After several posts about how the Extech doesn't really do the job (but is better than the others) why would you want to base a project on the Extech as the baseline?

Of course a "spec" would need to be developed/discussed but that could be independant of what an Extech is doing.

The Excell import idea is very good, that would allow further data display and calculation, but I'd stay away from the webserver notion.

That brings in more expense (another $40 module to buy and configure) it's enough to have a device log data into a file format and save it on an SD card and have some connectivity ability such as USB which the 18F series PIC.
(and a generic USB stack is free from Microchip)

I don't believe you're describing anything that hasn't already been suggested here and in past threads, am I missing something?

Don't forget to include labor, especially the labor of those who would develop the design that could later be turned into a kit, and write the software to run the kit hardware.

And if those noble souls are in their labs developing hardware and software, they really won't be getting out much.

Noble souls? noble would be contributing wouldn't it?

The labor issue wouldn't effect you Joe, you've made it clear you're not interested in contributing to something like this. Other people do things for the sake of interest, community, enlightenment, challenge and many other reasons besides weighing the cost against the gain.
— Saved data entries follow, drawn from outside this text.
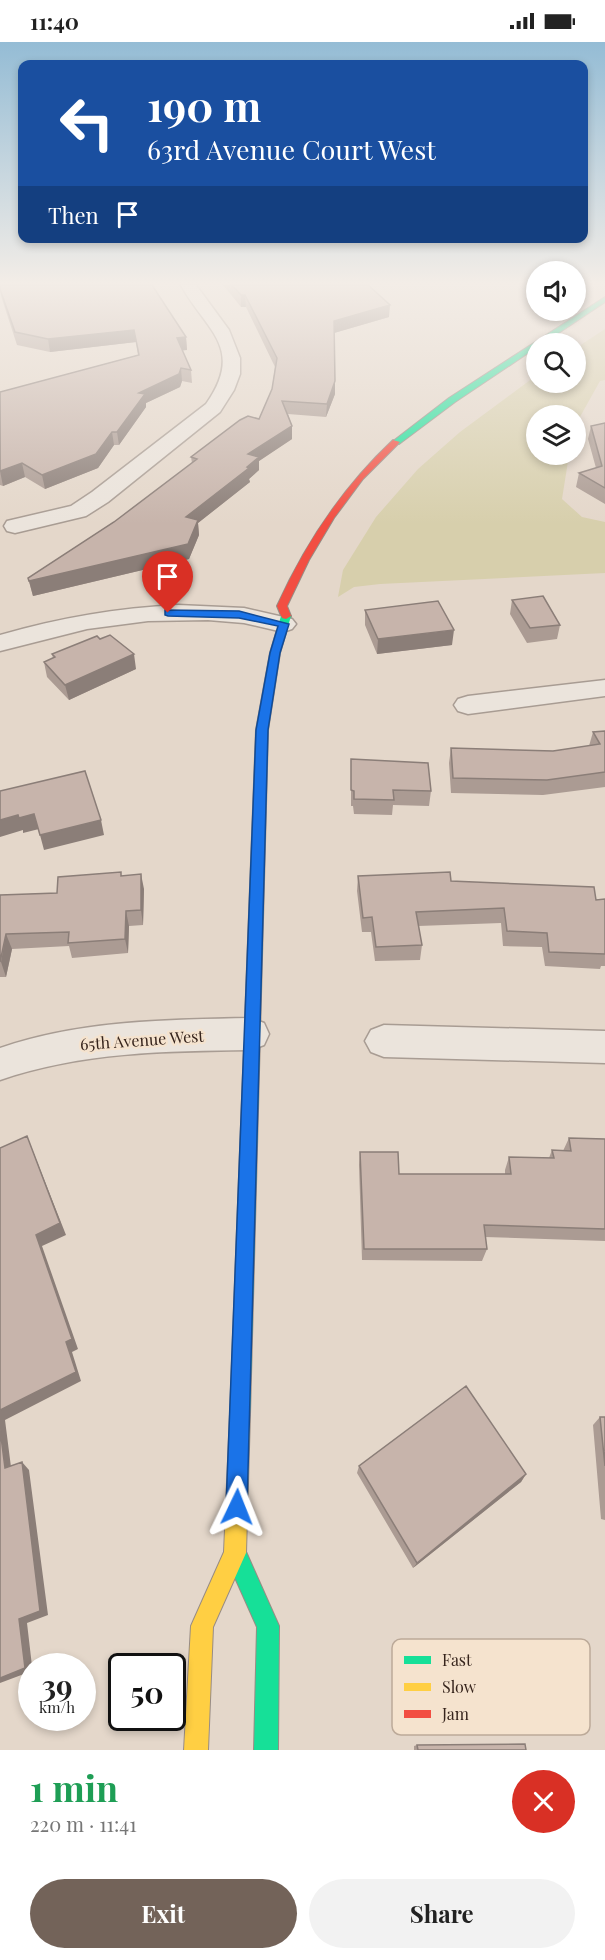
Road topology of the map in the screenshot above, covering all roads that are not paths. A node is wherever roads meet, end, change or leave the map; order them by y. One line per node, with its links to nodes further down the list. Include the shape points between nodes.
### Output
1 (233, 365): 5 (street, via 223,396 213,408 100,497 78,511)
2 (506, 365): 6 (main road, via 393,443 357,480 322,524 308,549 282,606)
3 (523, 365): 4 (main road, via 429,429)
4 (370, 488)
5 (15, 526)
6 (288, 618): 7 (street, via 168,613 71,625); 10 (main road, via 273,664 262,730)
7 (0, 642)
8 (605, 688): 9 (street)
9 (468, 705)
10 (251, 1034): 13 (street, 65th Avenue West, via 81,1042); 14 (main road)
11 (384, 1041): 12 (street)
12 (605, 1047)
13 (0, 1064)
14 (235, 1553): 15 (main road, via 202,1626); 16 (main road, via 268,1626)
15 (196, 1750)
16 (266, 1750)

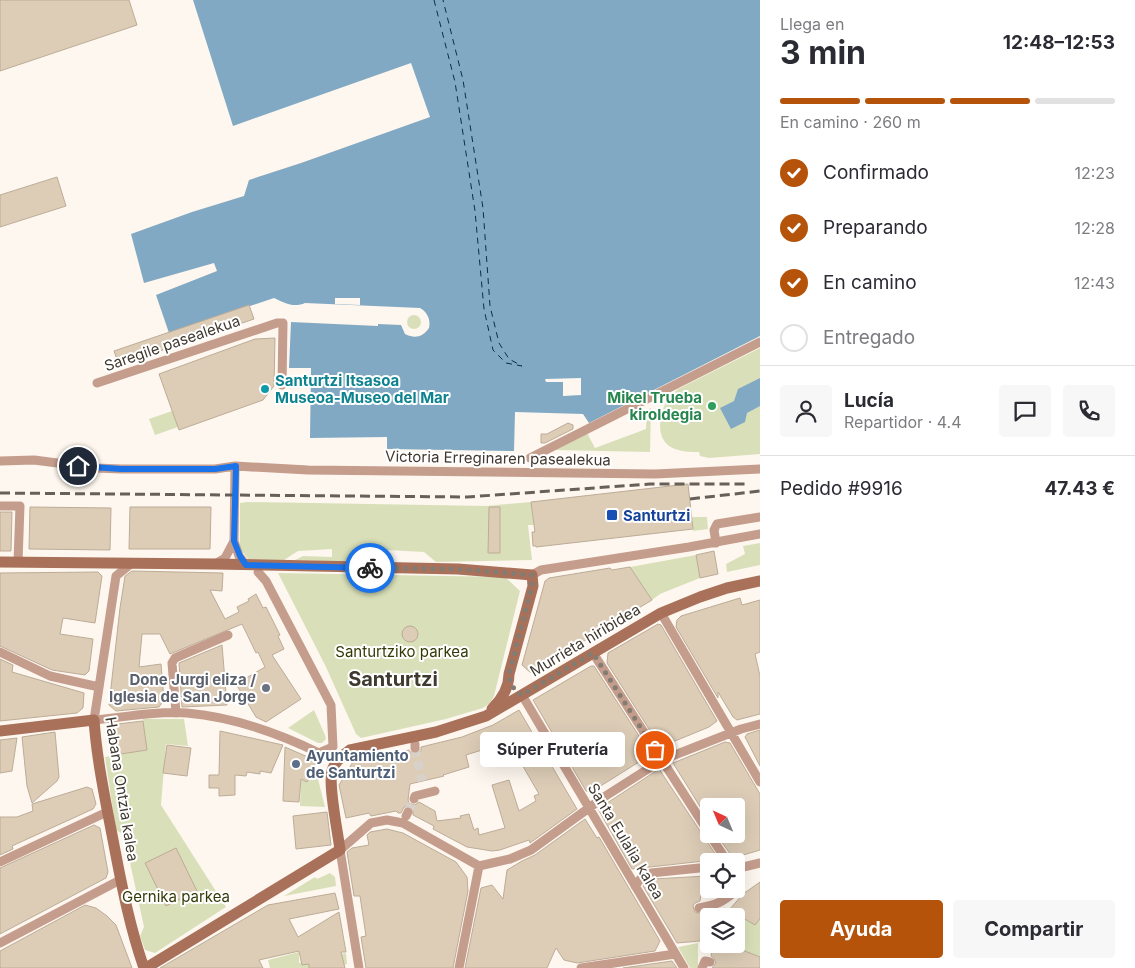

I've contributed to forum-community efforts in the past, the project I put together after many weeks of work (see the ForumVibe project) is free to the forum members, I require no compensation unless of couse they want to sell them for profit, then they need to deal. Maybe it's just easier for me, I also volunteer at the local Food Lifeline and Union Gospel Mission with effort, time, and resources without consideration of the cost/gain/loss of the efforts, so maybe it's just a natural transition to participate in forum (community) efforts contributing time or whatever I can pitch-in for zero compensation. Not to mention the original gauss meter group-buy, it was quite a bit of cost and labor. The parts, bags, ordering, sorting, packaging the kits, making the PCB's, shipping the packages. I didn't add a penny onto the cost, it was a "community project" not for profit.
(Elepro got paid, but then it was not offered as an open-source project anyway)

Point is, things can be done, for fun, for interest, for other reasons than if it's "worth it". Check out Sourceforge and other websites where people do open-source development.

...about the Extech

Bbsailor's idea of an excel spreadsheet seemed good, expecially since it makes my life so much easier in analytical chemistry data analysis.

After running some numbers, I suspect the Extech uses "pure" serial and parallel RLC models in its computations.

Whenever it generates a Q factor, it assumes that the inductor is at resonance at the test frequency.

For a reported R,L,C, and Q, your calculations give you the ExTech test frequencies, 122.x Hz and 1000Hz +/-4.

In short, the Extech makes a few ideal assumptions that are problematic for something as non-ideal as a guitar pickup.